Improving Patient and System Outcomes Through Integrated Care for CKD

Session Information

Category: CKD (Non-Dialysis)

  • 1902 CKD (Non-Dialysis): Clinical, Outcomes, and Trials

Authors

  • Beaulieu, Monica C., St. Paul's Hospital and University of British Columbia, Vancouver, British Columbia, Canada
  • Canney, Mark, University of British Columbia, North Vancouver, British Columbia, Canada
  • Induruwage, Dilshani, BC Provincial Renal Agency , Vancouver, British Columbia, Canada
  • Levin, Adeera, St. Paul's Hospital and University of British Columbia, Vancouver, British Columbia, Canada

Group or Team Name

  • BC Kidney Care Committee
Background

In British Columbia Canada, patients with Chronic Kidney Disease not on dialysis (CKD-ND) are cared for by interprofessional kidney care clinics (KCC’s) using an integrated chronic disease model of care within a system which includes decision support and clinical pathways, a single information system, feedback and audit systems, process and outcomes measures, provincial education of health care providers, policy makers, and patients, and dedicated patient focused funding.

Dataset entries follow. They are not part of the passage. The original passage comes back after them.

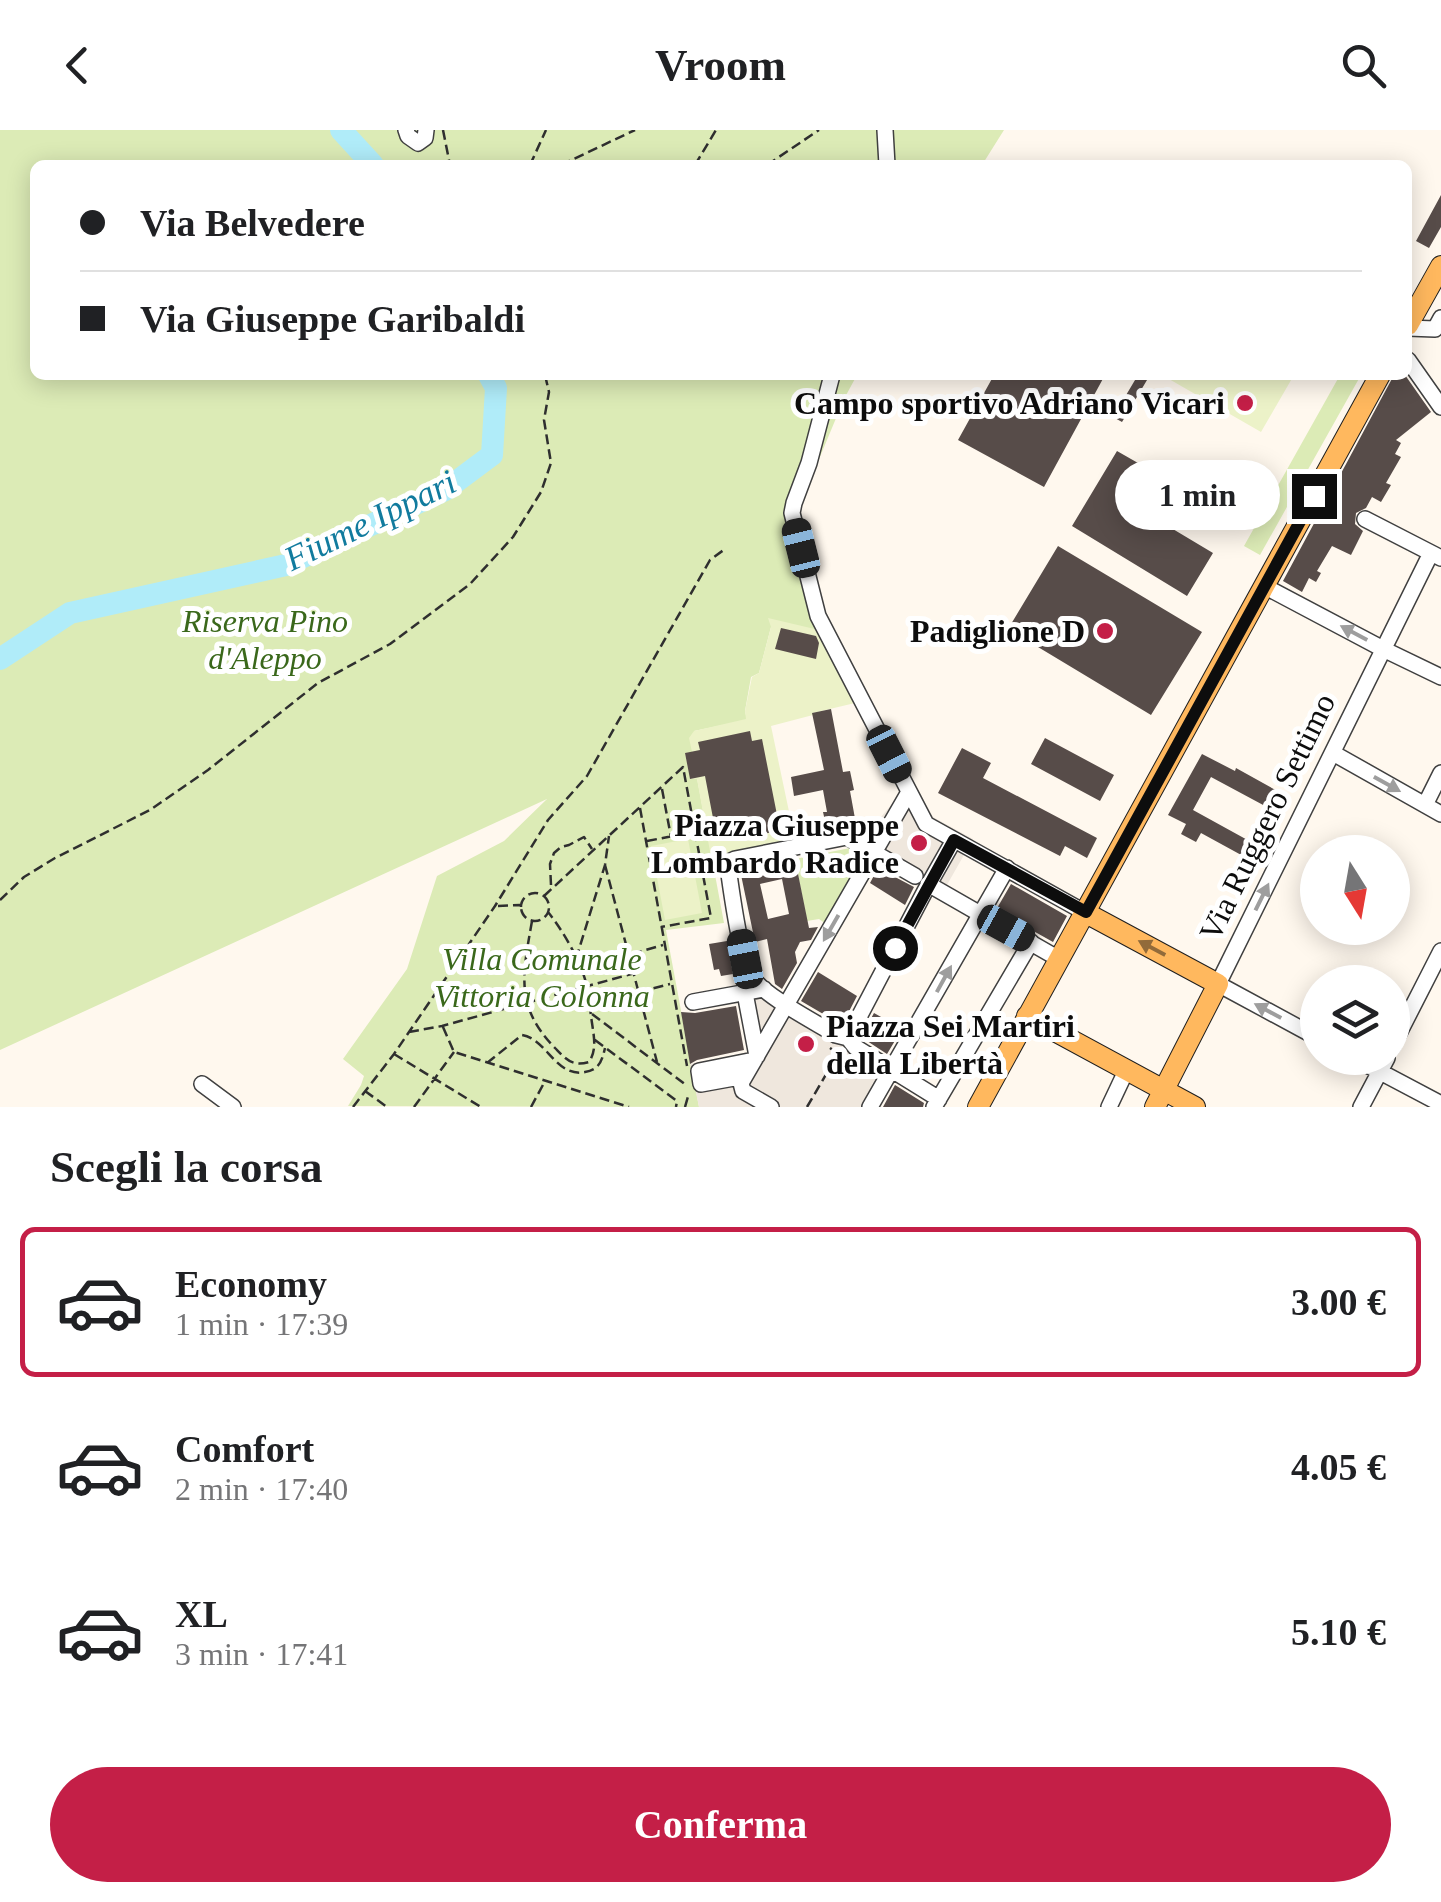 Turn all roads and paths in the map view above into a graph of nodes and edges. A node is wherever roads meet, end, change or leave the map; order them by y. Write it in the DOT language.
graph roads {
  1 [pos="406,130"];
  2 [pos="426,130"];
  3 [pos="443,130"];
  4 [pos="546,130"];
  5 [pos="635,130"];
  6 [pos="716,130"];
  7 [pos="820,130"];
  8 [pos="885,130"];
  9 [pos="449,160"];
  10 [pos="532,160"];
  11 [pos="572,160"];
  12 [pos="698,160"];
  13 [pos="774,160"];
  14 [pos="887,160"];
  15 [pos="1441,266"];
  16 [pos="1441,318"];
  17 [pos="1412,319"];
  18 [pos="1412,326"];
  19 [pos="1412,366"];
  20 [pos="546,380"];
  21 [pos="831,380"];
  22 [pos="1377,380"];
  23 [pos="1441,407"];
  24 [pos="1365,520"];
  25 [pos="726,550"];
  26 [pos="1436,556"];
  27 [pos="1264,586"];
  28 [pos="1383,649"];
  29 [pos="1441,677"];
  30 [pos="1333,753"];
  31 [pos="1441,773"];
  32 [pos="662,786"];
  33 [pos="908,790"];
  34 [pos="1424,805"];
  35 [pos="640,807"];
  36 [pos="1441,814"];
  37 [pos="888,829"];
  38 [pos="695,832"];
  39 [pos="609,835"];
  40 [pos="671,836"];
  41 [pos="847,837"];
  42 [pos="646,842"];
  43 [pos="961,844"];
  44 [pos="593,850"];
  45 [pos="871,853"];
  46 [pos="605,865"];
  47 [pos="1006,868"];
  48 [pos="928,886"];
  49 [pos="552,888"];
  50 [pos="544,896"];
  51 [pos="0,900"];
  52 [pos="521,905"];
  53 [pos="495,906"];
  54 [pos="548,912"];
  55 [pos="1086,912"];
  56 [pos="981,914"];
  57 [pos="532,920"];
  58 [pos="661,927"];
  59 [pos="1030,942"];
  60 [pos="664,945"];
  61 [pos="1441,951"];
  62 [pos="630,955"];
  63 [pos="576,959"];
  64 [pos="1059,959"];
  65 [pos="634,973"];
  66 [pos="671,984"];
  67 [pos="1218,984"];
  68 [pos="587,986"];
  69 [pos="754,991"];
  70 [pos="639,992"];
  71 [pos="789,1001"];
  72 [pos="693,1002"];
  73 [pos="526,1003"];
  74 [pos="1410,1012"];
  75 [pos="590,1013"];
  76 [pos="1027,1016"];
  77 [pos="442,1026"];
  78 [pos="1300,1028"];
  79 [pos="772,1030"];
  80 [pos="408,1032"];
  81 [pos="849,1036"];
  82 [pos="594,1040"];
  83 [pos="605,1048"];
  84 [pos="454,1052"];
  85 [pos="394,1054"];
  86 [pos="838,1054"];
  87 [pos="756,1058"];
  88 [pos="657,1062"];
  89 [pos="487,1064"];
  90 [pos="688,1069"];
  91 [pos="895,1069"];
  92 [pos="1126,1071"];
  93 [pos="1378,1075"];
  94 [pos="1400,1075"];
  95 [pos="746,1076"];
  96 [pos="436,1079"];
  97 [pos="544,1082"];
  98 [pos="202,1084"];
  99 [pos="365,1091"];
  100 [pos="1159,1099"];
  101 [pos="937,1103"];
  102 [pos="1441,1104"];
  103 [pos="230,1106"];
  104 [pos="353,1107"];
  105 [pos="387,1107"];
  106 [pos="416,1107"];
  107 [pos="481,1107"];
  108 [pos="530,1107"];
  109 [pos="629,1107"];
  110 [pos="676,1107"];
  111 [pos="684,1107"];
  112 [pos="772,1107"];
  113 [pos="807,1107"];
  114 [pos="870,1107"];
  115 [pos="978,1107"];
  116 [pos="1108,1107"];
  117 [pos="1195,1107"];
  118 [pos="1362,1107"];
  1 -- 2 [label="street"];
  3 -- 9 [label="path"];
  4 -- 10 [label="path"];
  5 -- 11 [label="path"];
  6 -- 12 [label="path"];
  7 -- 13 [label="path"];
  8 -- 14 [label="street"];
  15 -- 17 [label="main road"];
  16 -- 18 [label="street"];
  19 -- 23 [label="street"];
  20 -- 51 [label="path"];
  21 -- 33 [label="street"];
  22 -- 27 [label="main road"];
  24 -- 26 [label="street"];
  25 -- 53 [label="path"];
  26 -- 28 [label="street, Via Ruggero Settimo"];
  28 -- 27 [label="street, one-way"];
  27 -- 55 [label="main road"];
  28 -- 29 [label="street"];
  28 -- 30 [label="street, Via Ruggero Settimo"];
  30 -- 34 [label="street, one-way"];
  67 -- 30 [label="street, Via Ruggero Settimo, one-way"];
  31 -- 34 [label="street"];
  32 -- 35 [label="path"];
  32 -- 38 [label="path"];
  32 -- 40 [label="path"];
  33 -- 37 [label="street"];
  33 -- 43 [label="street"];
  34 -- 36 [label="street"];
  35 -- 39 [label="path"];
  35 -- 42 [label="path"];
  37 -- 41 [label="street"];
  37 -- 45 [label="street"];
  38 -- 40 [label="path"];
  38 -- 58 [label="path"];
  39 -- 44 [label="path"];
  39 -- 46 [label="path"];
  40 -- 42 [label="path"];
  41 -- 45 [label="street"];
  41 -- 69 [label="street"];
  42 -- 58 [label="path"];
  43 -- 47 [label="street"];
  43 -- 48 [label="street"];
  44 -- 49 [label="path"];
  44 -- 49 [label="path"];
  45 -- 48 [label="street"];
  45 -- 71 [label="street, one-way"];
  46 -- 62 [label="path"];
  46 -- 63 [label="path"];
  47 -- 55 [label="street"];
  47 -- 56 [label="street"];
  48 -- 56 [label="street"];
  48 -- 81 [label="street"];
  49 -- 50 [label="path"];
  50 -- 52 [label="path"];
  50 -- 54 [label="path"];
  52 -- 53 [label="path"];
  52 -- 57 [label="path"];
  53 -- 80 [label="path"];
  54 -- 57 [label="path"];
  54 -- 63 [label="path"];
  55 -- 64 [label="main road"];
  67 -- 55 [label="main road, one-way"];
  56 -- 59 [label="street"];
  91 -- 56 [label="street, one-way"];
  57 -- 73 [label="path"];
  58 -- 60 [label="path"];
  59 -- 64 [label="street"];
  59 -- 101 [label="street"];
  60 -- 62 [label="path"];
  60 -- 66 [label="path"];
  61 -- 74 [label="street"];
  62 -- 65 [label="path"];
  63 -- 68 [label="path"];
  64 -- 76 [label="main road"];
  65 -- 68 [label="path"];
  65 -- 70 [label="path"];
  66 -- 70 [label="path"];
  66 -- 90 [label="path"];
  78 -- 67 [label="street, one-way"];
  67 -- 100 [label="main road, Via Ruggero Settimo"];
  68 -- 73 [label="path"];
  68 -- 75 [label="path"];
  69 -- 71 [label="street"];
  69 -- 72 [label="street"];
  69 -- 79 [label="street"];
  69 -- 87 [label="street"];
  70 -- 88 [label="path"];
  71 -- 79 [label="street"];
  71 -- 81 [label="street"];
  73 -- 77 [label="path"];
  73 -- 82 [label="path"];
  75 -- 82 [label="path"];
  75 -- 88 [label="path"];
  76 -- 92 [label="main road"];
  76 -- 115 [label="main road"];
  77 -- 80 [label="path"];
  77 -- 84 [label="path"];
  79 -- 87 [label="street"];
  80 -- 85 [label="path"];
  81 -- 91 [label="street"];
  82 -- 83 [label="path"];
  83 -- 89 [label="path"];
  83 -- 110 [label="path"];
  84 -- 89 [label="path"];
  84 -- 96 [label="path"];
  85 -- 96 [label="path"];
  85 -- 99 [label="path"];
  86 -- 113 [label="path"];
  87 -- 95 [label="street"];
  87 -- 95 [label="street"];
  88 -- 111 [label="path"];
  89 -- 97 [label="path"];
  91 -- 101 [label="street"];
  91 -- 114 [label="street"];
  92 -- 100 [label="main road"];
  92 -- 116 [label="street"];
  93 -- 118 [label="street"];
  94 -- 102 [label="street"];
  95 -- 112 [label="street"];
  96 -- 106 [label="path"];
  96 -- 107 [label="path"];
  97 -- 108 [label="path"];
  97 -- 109 [label="path"];
  98 -- 103 [label="street"];
  99 -- 104 [label="path"];
  99 -- 105 [label="path"];
  100 -- 117 [label="main road"];
}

The BC-KCC’s are integrated into a larger province wide renal network, with accountability for patient and system outcomes.

Methods

We describe the impact of a series of initiatives in KCC’s to standardize education and support decision making and access for home- based therapies (HBT), conservative care (CC) and pre-emptive transplantation (Tx) over time. Initiatives were introduced sequentially, using change management and adult education principles, with materials developed by a diverse group of health care professionals and supported administratively with provincial dissemination.

Results

In March 2018, the cohort has 10,979 pts; mean age 71, median GFR 33 ml/min/1.73m2 at registration; 54% are male, 50% DM and 43% have CVD. 1285 new pts and 1017 pts exited KCC. Table 1 describes the 6 monthly prevalence of key outcomes over time. Documented treatment decisions for those with GFR <20 have increased slightly, as has formal symptom assessments, and numbers of pts choosing and starting on HBT and following conservative care pathways.

Conclusion

An integrated approach based on fundamentals of chronic care models has led to improved patient outcomes systemwide in BC.